Rolls-Royce Phantom celebrates 100 years with art collection

Model has been linked to some of world’s most celebrated artists and collectors

Spanish artist Salvador Dali's eccentric stunt involving 500kg of cauliflower in a Phantom has been immortalised as art.
Spanish artist Salvador Dali's eccentric stunt involving 500kg of cauliflower in a Phantom has been immortalised as art. (Supplied)

The Rolls-Royce Phantom, the marque’s pinnacle nameplate, celebrates its centenary year in 2025, though the British luxury brand was founded in 1904 by Charles Rolls and Henry Royce.

More than eight generations and 100 years, this car has been owned by some of the most famous creatives in modern history.

Masters including Salvador Dalí, Andy Warhol, Henri Matisse, Pablo Picasso, Christian “Bébé” Bérard and Cecil Beaton all travelled by Rolls-Royce while Dame Laura Knight, the first woman elected to full membership of the Royal Academy of Arts, used a Rolls-Royce as a mobile studio, painting from its interior.

With the Phantom’s 100th birthday in mind, and the close links with the arts, the marque has selected the story of the eccentric Spanish artist Dalí and a Rolls-Royce car to commission two special artworks inspired by Dalí’s moments with a Phantom: the first a cauliflower-filled Phantom on a cold winter day in December 1955 and the other inspired by Andy Warhol, one of the most influential artists of the 20th century and seen by many as Dalí’s natural successor.

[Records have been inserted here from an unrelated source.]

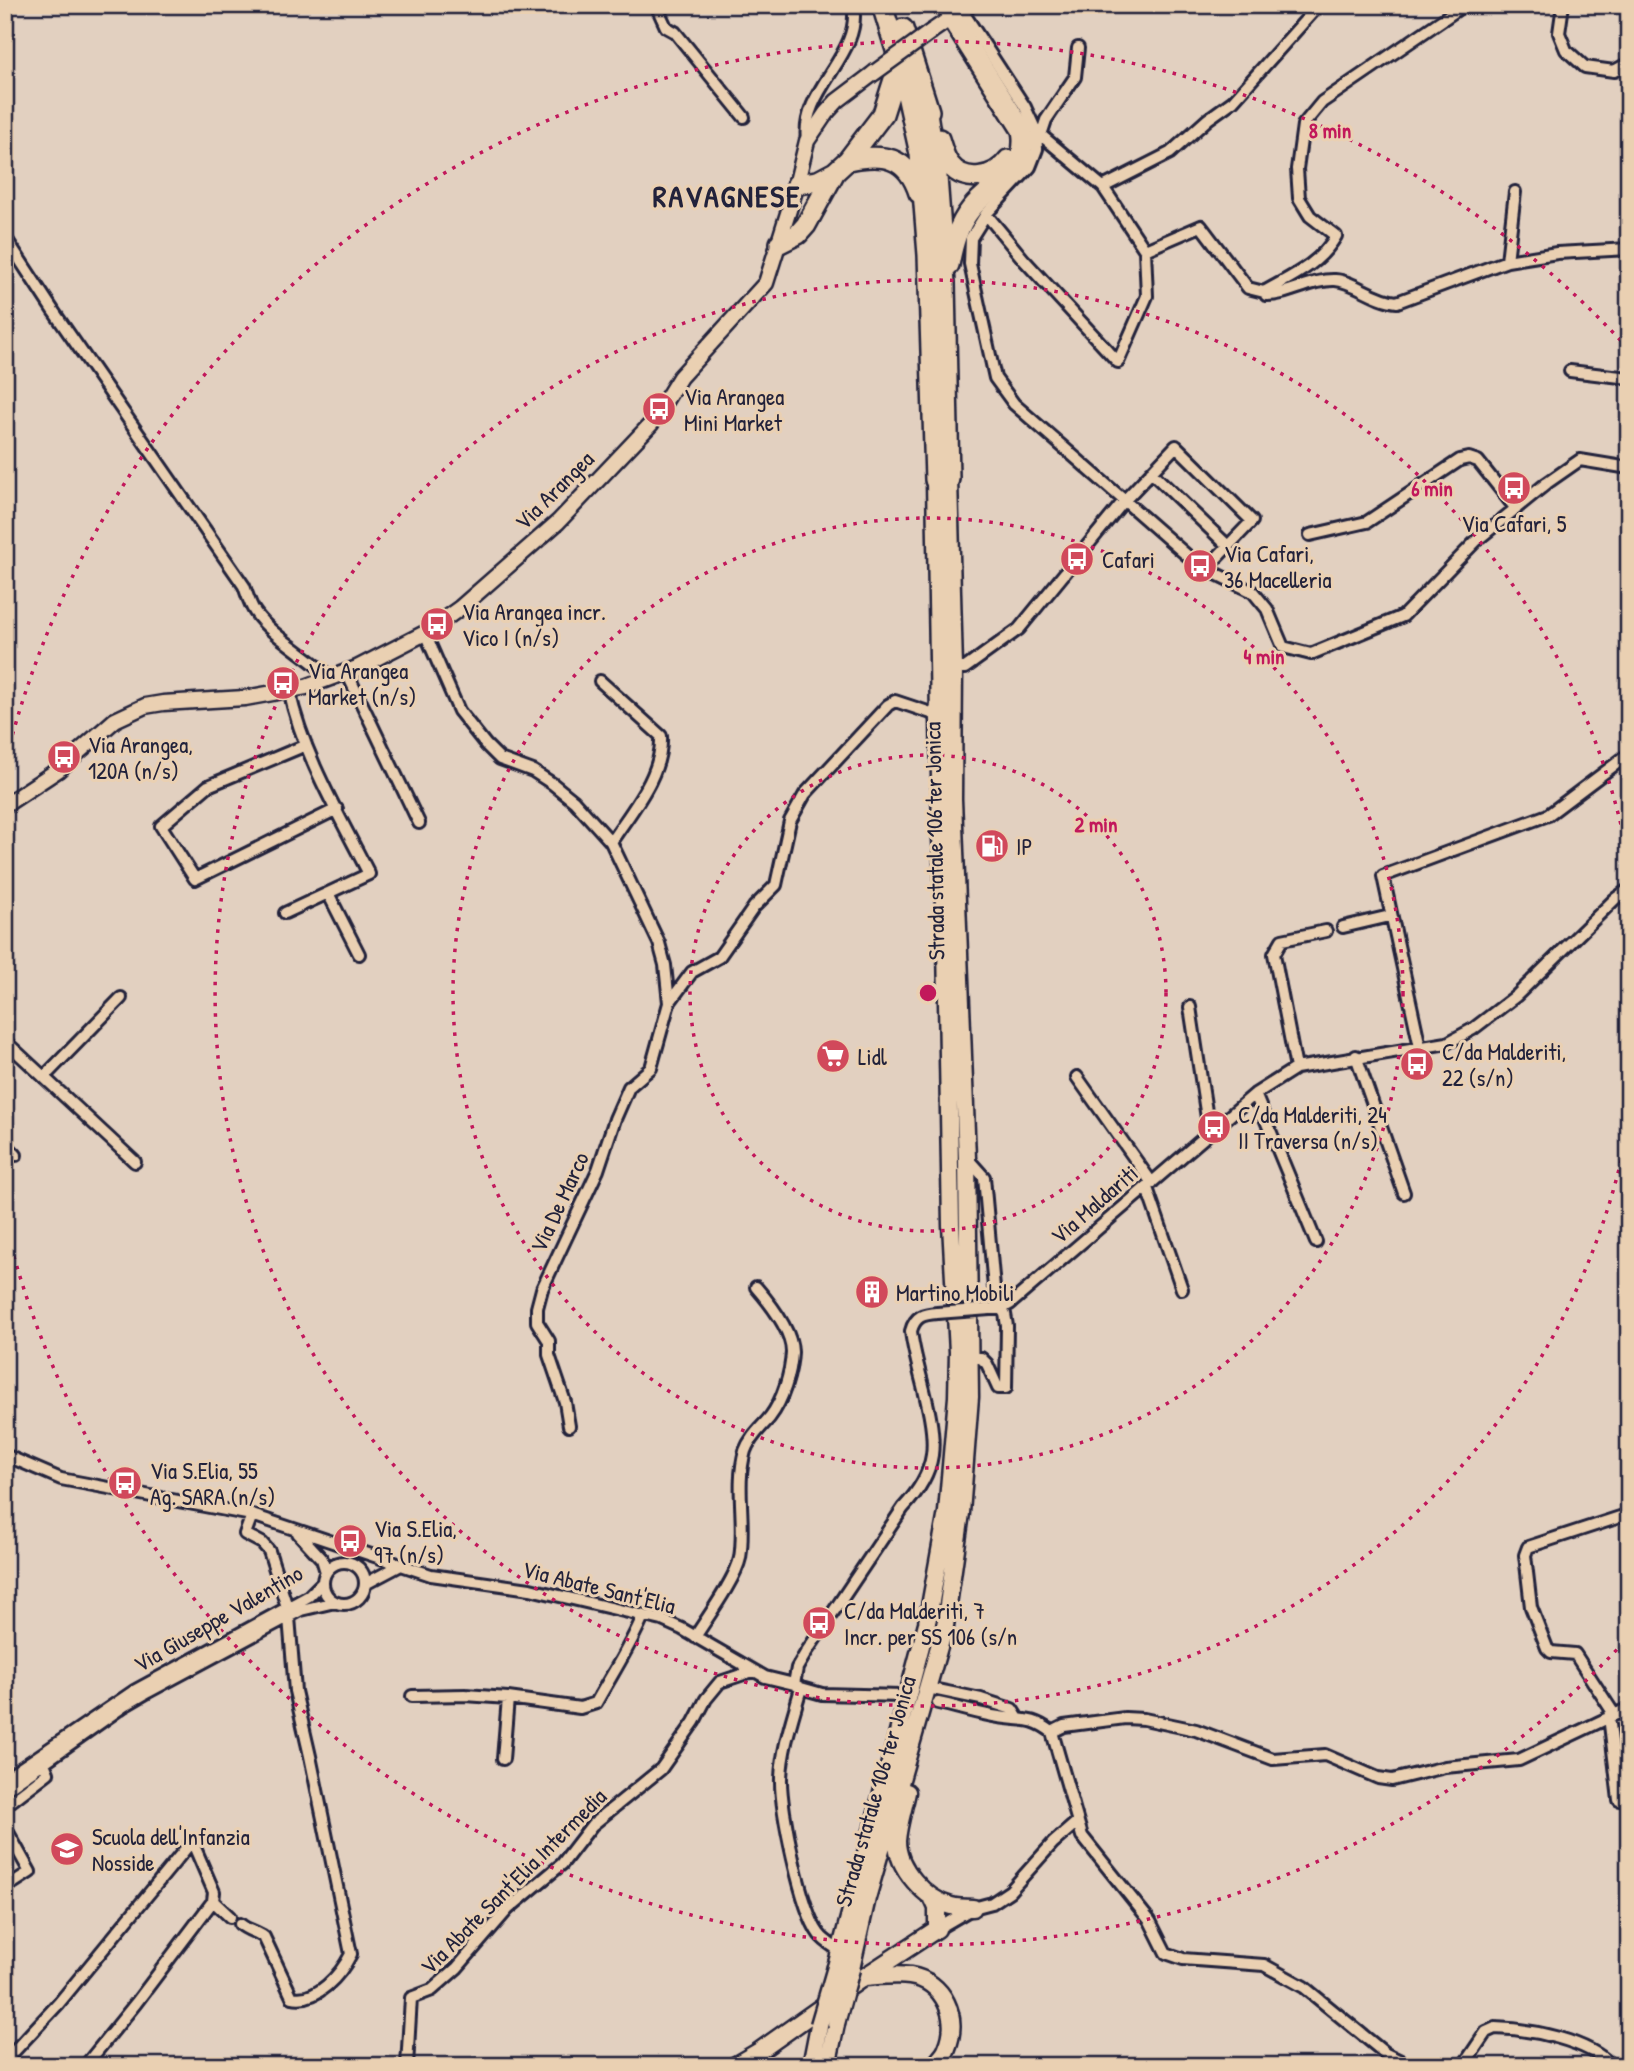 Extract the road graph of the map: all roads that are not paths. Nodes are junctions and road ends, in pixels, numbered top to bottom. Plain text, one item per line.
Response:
1 (656, 5) edge
2 (853, 5) edge
3 (882, 5) edge
4 (895, 5) edge
5 (1319, 5) edge
6 (1464, 5) edge
7 (1563, 5) edge
8 (959, 10) edge
9 (1078, 48) dead end
10 (900, 63) junction
11 (1629, 63) edge
12 (925, 100) junction
13 (1007, 106) junction
14 (744, 117) dead end
15 (1038, 133) junction
16 (807, 141) junction
17 (831, 177) junction
18 (797, 182) junction
19 (1102, 187) junction
20 (1515, 192) dead end
21 (986, 214) junction
22 (926, 215) junction
23 (5, 237) edge
24 (780, 243) junction
25 (1629, 249) edge
26 (1145, 250) junction
27 (1507, 261) junction
28 (944, 283) junction
29 (1264, 292) junction
30 (1570, 371) dead end
31 (1629, 378) edge
32 (1629, 468) edge
33 (1151, 472) junction
34 (942, 479) junction
35 (1123, 502) junction
36 (1516, 509) junction
37 (1310, 535) dead end
38 (1228, 546) junction
39 (1206, 569) junction
40 (425, 633) junction
41 (954, 668) junction
42 (347, 673) junction
43 (332, 679) junction
44 (600, 681) dead end
45 (289, 690) junction
46 (940, 716) junction
47 (306, 745) junction
48 (1629, 754) edge
49 (5, 805) edge
50 (337, 809) junction
51 (419, 823) dead end
52 (611, 842) junction
53 (1629, 889) edge
54 (328, 893) junction
55 (285, 914) dead end
56 (1391, 916) junction
57 (1343, 927) dead end
58 (1326, 931) dead end
59 (359, 954) dead end
60 (121, 998) dead end
61 (669, 1003) junction
62 (1190, 1007) dead end
63 (5, 1041) edge
64 (1420, 1047) junction
65 (1356, 1056) junction
66 (1296, 1068) junction
67 (44, 1077) junction
68 (1077, 1077) dead end
69 (1255, 1094) junction
70 (1209, 1131) junction
71 (5, 1144) edge
72 (16, 1155) dead end
73 (967, 1158) junction
74 (135, 1162) dead end
75 (1149, 1185) junction
76 (1404, 1192) dead end
77 (1316, 1242) dead end
78 (756, 1287) dead end
79 (1182, 1289) dead end
80 (995, 1309) junction
81 (971, 1358) junction
82 (569, 1426) dead end
83 (5, 1455) edge
84 (1629, 1514) edge
85 (251, 1515) junction
86 (296, 1531) junction
87 (322, 1559) junction
88 (336, 1564) junction
89 (399, 1566) junction
90 (361, 1571) junction
91 (325, 1577) junction
92 (365, 1584) junction
93 (335, 1602) junction
94 (288, 1612) junction
95 (643, 1616) junction
96 (695, 1637) junction
97 (753, 1671) junction
98 (797, 1686) junction
99 (929, 1688) junction
100 (136, 1695) junction
101 (412, 1696) dead end
102 (902, 1696) dead end
103 (508, 1698) junction
104 (938, 1703) dead end
105 (1629, 1708) edge
106 (1611, 1715) junction
107 (1017, 1717) junction
108 (1052, 1732) junction
109 (913, 1733) junction
110 (503, 1759) dead end
111 (46, 1768) junction
112 (5, 1779) edge
113 (5, 1790) edge
114 (1619, 1800) dead end
115 (5, 1806) edge
116 (1077, 1822) junction
117 (5, 1827) edge
118 (5, 1888) edge
119 (932, 1897) junction
120 (213, 1900) junction
121 (973, 1908) junction
122 (230, 1917) dead end
123 (240, 1924) dead end
124 (937, 1929) junction
125 (847, 1966) junction
126 (827, 2024) junction
127 (758, 2052) junction
128 (5, 2061) edge
129 (85, 2066) edge
130 (407, 2066) edge
131 (734, 2066) edge
132 (748, 2066) edge
133 (811, 2066) edge
134 (827, 2066) edge
135 (934, 2066) edge
136 (1412, 2066) edge
137 (1463, 2066) edge
138 (1612, 2066) edge

1 - 14 street
2 - 16 street
3 - 10 highway
4 - 12 highway
5 - 19 street
6 - 29 street
7 - 11 street
8 - 13 highway
8 - 15 street
8 - 16 street, Via Arangea, bridge
9 - 15 street
10 - 17 highway
10 - 22 highway
12 - 13 highway
12 - 28 highway
13 - 28 highway
15 - 19 street
15 - 21 street
16 - 18 street, Via Arangea
17 - 18 highway
17 - 18 highway
17 - 22 highway
17 - 24 highway
18 - 24 street, Via Arangea
19 - 26 street
20 - 27 street
21 - 26 street
21 - 35 street
22 - 34 highway
23 - 43 street
24 - 40 street, Via Arangea
25 - 27 street
26 - 29 street
27 - 29 street
28 - 34 highway
30 - 31 street
32 - 36 street
33 - 35 street
33 - 38 street
33 - 38 street
34 - 41 main road, Strada statale 106 ter Jonica
34 - 46 main road, Strada statale 106 ter Jonica
35 - 39 street
35 - 41 street
36 - 37 street
36 - 39 street
38 - 39 street
40 - 42 street, Via Arangea
40 - 52 street
41 - 73 main road, Strada statale 106 ter Jonica
42 - 43 street, Via Arangea
42 - 51 street
43 - 45 street, Via Arangea
44 - 52 street
45 - 47 street
45 - 49 street, Via Arangea
46 - 61 street
46 - 125 main road, Strada statale 106 ter Jonica
47 - 50 street
47 - 50 street
48 - 56 street
50 - 54 street
52 - 61 street
53 - 64 street, Via Maldariti
54 - 55 street
54 - 59 street
56 - 57 street
56 - 64 street
58 - 66 street
60 - 67 street
61 - 82 street, Via De Marco
62 - 70 street
63 - 67 street
64 - 65 street, Via Maldariti
65 - 66 street, Via Maldariti
65 - 76 street
66 - 69 street, Via Maldariti
67 - 74 street
68 - 75 street
69 - 70 street, Via Maldariti
69 - 77 street
70 - 75 street, Via Maldariti
71 - 72 street
73 - 80 street
73 - 81 main road, Strada statale 106 ter Jonica
75 - 79 street
75 - 80 street, Via Maldariti
78 - 96 street
80 - 81 street
80 - 98 street, bridge
81 - 99 main road, Strada statale 106 ter Jonica
83 - 85 street, Via Abate Sant'Elia
84 - 106 street
85 - 86 street, Via Abate Sant'Elia
85 - 94 street
86 - 87 street, Via Abate Sant'Elia
86 - 89 street, Via Abate Sant'Elia
87 - 88 street, Via Abate Sant'Elia
87 - 91 street, Via Abate Sant'Elia
88 - 90 street
88 - 91 street
89 - 90 street, Via Abate Sant'Elia
89 - 92 street
89 - 95 street, Via Abate Sant'Elia
90 - 92 street
91 - 93 street
91 - 94 street, Via Giuseppe Valentino
92 - 93 street
93 - 94 street, Via Giuseppe Valentino
94 - 100 street, Via Giuseppe Valentino
94 - 123 street
95 - 96 street, Via Abate Sant'Elia
95 - 103 street
96 - 97 street, Via Abate Sant'Elia
97 - 98 street, Via Abate Sant'Elia
97 - 130 street, Via Abate Sant'Elia Intermedia
98 - 102 street, Via Abate Sant'Elia
98 - 125 street
99 - 107 street
99 - 109 main road, Strada statale 106 ter Jonica
100 - 111 street, Via Giuseppe Valentino
100 - 112 street, Via Giuseppe Valentino
101 - 103 street
103 - 110 street
104 - 107 street
105 - 106 street
106 - 108 street
106 - 114 street
107 - 108 street
108 - 116 street
109 - 119 main road
109 - 125 main road, Strada statale 106 ter Jonica
111 - 113 street, Via Giuseppe Valentino
111 - 115 street
116 - 121 street
116 - 136 street
117 - 118 street
119 - 121 main road
119 - 124 main road
120 - 122 street
120 - 128 street
120 - 129 street
121 - 124 street
124 - 125 main road
125 - 126 main road, Strada statale 106 ter Jonica, bridge
125 - 127 main road
125 - 135 main road
126 - 133 main road, Strada statale 106 ter Jonica
126 - 134 main road, Strada statale 106 ter Jonica
127 - 131 main road
127 - 132 main road
137 - 138 street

The 1937 Rolls-Royce Phantom owned by Andy Warhol.
The 1937 Rolls-Royce Phantom owned by Andy Warhol. (Supplied)

Salvador Dalí

Having shocked the art world with his surrealist images of nightmarish landscapes, chimeric animals, suggestive food and melting clocks, Dali was asked to give a lecture at Paris-Sorbonne University. Seeing a golden opportunity to create a moment in modern art, Dalí borrowed a friend’s black and yellow Phantom and filled it with 500kg of cauliflowers.

After a wild ride through the streets of Paris, Dalí pulled up outside the university and flung open the Phantom’s doors, sending the cauliflowers cascading to the ground.

Earlier in 1934, Dalí immortalised the Phantom stranded in a bleak, icy landscape, seemingly frozen in desolation, epitomising his knack for juxtaposing opulence with the absurd.

In a tribute to pop art, Rolls-Royce has commissioned a contemporary artist to reimagine the Phantom in the style similar to Warhol's car.
In a tribute to pop art, Rolls-Royce has commissioned a contemporary artist to reimagine the Phantom in the style similar to Warhol's car. (Supplied)

Andy Warhol

Andy Warhol met Dalí in New York City in 1965 in a suite at the St Regis Hotel in Manhattan.

Unlike his mentor, Warhol owned a 1937 Phantom model which had been converted into a shooting brake and bought in 1972 from an antique shop in Zurich, Switzerland.

He shipped the Phantom to New York and owned the car until 1978 when he sold it to his friend and manager Fred Hughes.

In tribute to pop art’s lasting impact, Rolls-Royce has commissioned a contemporary artist to reimagine the Phantom in the way that propelled this bold style from Studio 54 into the cultural mainstream.

Spirit of Ecstasy

The arts and Rolls-Royce go back to the early days of the brand when the Spirit of Ecstasy — the mascot that adorns the bonnet of every model — was commissioned. It’s the work of English sculptor Charles Robinson Sykes and was inspired by the Greek statue of The Winged Victory of Samothrace housed at the Louvre museum in Paris.

The Greek statue of The Winged Victory of Samothrace that inspired the Rolls-Royce mascot.
The Greek statue of The Winged Victory of Samothrace that inspired the Rolls-Royce mascot. (Supplied)

Sykes captured its impact, but created a more ethereal figure that better expressed his experience of travelling in a Rolls-Royce. His daughter Jo recalled he was “very impressed with the smoothness and speed of the car and imagined that even so delicate a thing as a fairy could ride on the bonnet without losing her balance”.

“As we mark Phantom’s centenary, it is the perfect time to reflect on this car’s endlessly intriguing legacy and the artistic personalities who played a role in shaping its story,” said Chris Brownridge, CEO of Rolls-Royce Motor Cars.